Many fertilizers, he says, come from China. “We don’t know what types of chemical ingredients – elements – are there in the fertilizers.”
As for pesticides, last year customs officials did test some imports and found four kinds of pesticides contained small amounts of arsenic. Those pesticides were initially seized by the authorities but were later released. The head of the pesticide regulatory agency assured the public that the arsenic levels were too low to cause any harm.
Aniruddha Padaniya, president of the Government Medical Officers’ Association, sees the incident as evidence that regulators are reluctant to strictly police the agrochemicals industry. He believes there are “certain vested interests going on.”
The Ministry of Health says the government is looking more closely at agrochemicals imported into the country, but Padaniya believes that his country has been too slow to address chronic kidney disease.
He says the illness should be a national priority.
“We are losing the very productive crowd. They are farmers. They feed us,” says Padaniya. “We have to save them because they don’t have the ability to save themselves.”
Still, there are many unanswered questions.
Are the levels of cadmium and arsenic that have been found in people’s bodies high enough to cause harm?
If the metals are to blame, is the main culprit cadmium? Arsenic? Or are the metals acting in combination?
Are the metals coming mostly from pesticides, or fertilizers?
And if farm chemicals are the root cause of CKDu, why aren’t farmers elsewhere in the country affected?
Back in the North Central Province, in the area that is affected, I am surprised at how little anger and frustration I encounter on the part of the locals. What I do sense is resignation.
The mother of the twenty-one-year-old kidney disease patient, Sampath Kumarasinghe, chokes up as she recalls the time doctors first told her about her son’s illness.
“I felt sad,” says P. Dingirimenike. She begins to cry. “I’m still sad.”
And yet, when I ask about the role of the government, she says she’s grateful.
“The government has helped us,” she says.
Government hospitals provide her son’s medical care, including dialysis, for free.
Other countries that have been struck by a similarly mysterious form of chronic kidney disease – most notably, in Central America – offer dialysis to only a small fraction of patients who need it.
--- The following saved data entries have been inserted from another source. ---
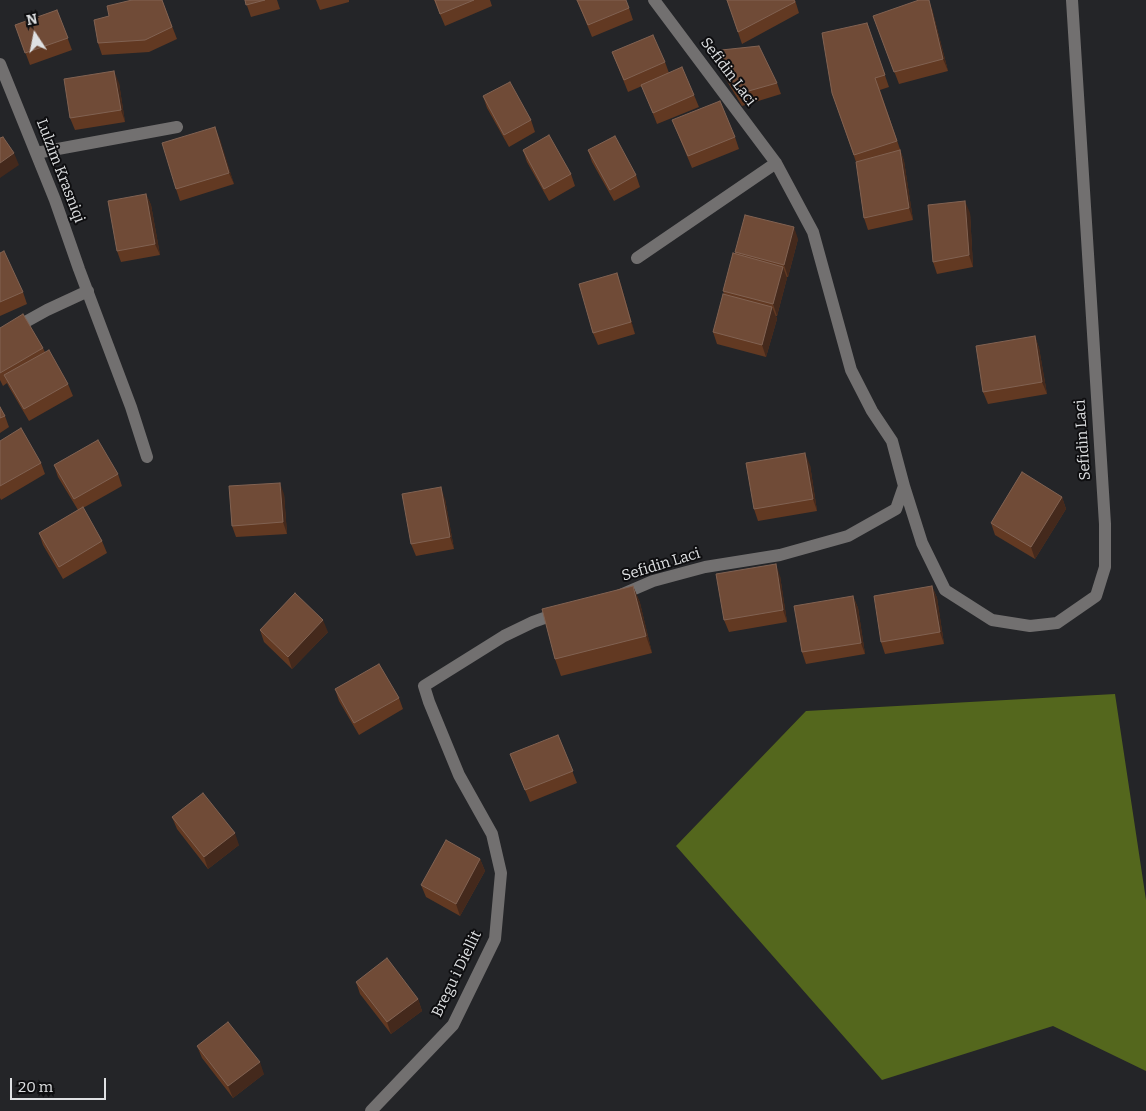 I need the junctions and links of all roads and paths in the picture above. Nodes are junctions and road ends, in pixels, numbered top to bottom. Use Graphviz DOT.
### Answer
graph roads {
  1 [pos="654,0"];
  2 [pos="1072,0"];
  3 [pos="0,64"];
  4 [pos="177,127"];
  5 [pos="36,153"];
  6 [pos="776,163"];
  7 [pos="637,258"];
  8 [pos="88,291"];
  9 [pos="0,336"];
  10 [pos="147,457"];
  11 [pos="904,486"];
  12 [pos="604,602"];
  13 [pos="577,608"];
  14 [pos="371,1111"];
  1 -- 6 [label="street, Sefidin Laci"];
  2 -- 11 [label="street, Sefidin Laci"];
  3 -- 5 [label="street, Lulzim Krasniqi"];
  4 -- 5 [label="street"];
  5 -- 8 [label="street, Lulzim Krasniqi"];
  6 -- 7 [label="street"];
  6 -- 11 [label="street, Sefidin Laci"];
  8 -- 9 [label="street"];
  8 -- 10 [label="street, Lulzim Krasniqi"];
  11 -- 12 [label="street, Sefidin Laci"];
  13 -- 14 [label="street, Bregu i Diellit"];
}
Kidney dialysis is an expensive procedure.
In Sri Lanka, the government is trying to help larger numbers of patients. It is expanding access to dialysis and to kidney transplants. These efforts are keeping many patients alive.
But doctors and public health officials remain frustrated. They say more should be done to prevent people from getting sick in the first place.
*UPDATE: We have received news that Sampath Kumarasinghe, the 21 year-old kidney patient in this story just got a kidney transplant. The surgery took place on the night of September 25th. The kidneys came from a dead donor. And the transplant took place at the Anuradhapura Teaching Hospital. Kumarasinghe will remain under close observation in the hospital for a couple more weeks. The transplant and related medical care are provided for free by the Sri Lankan public health system.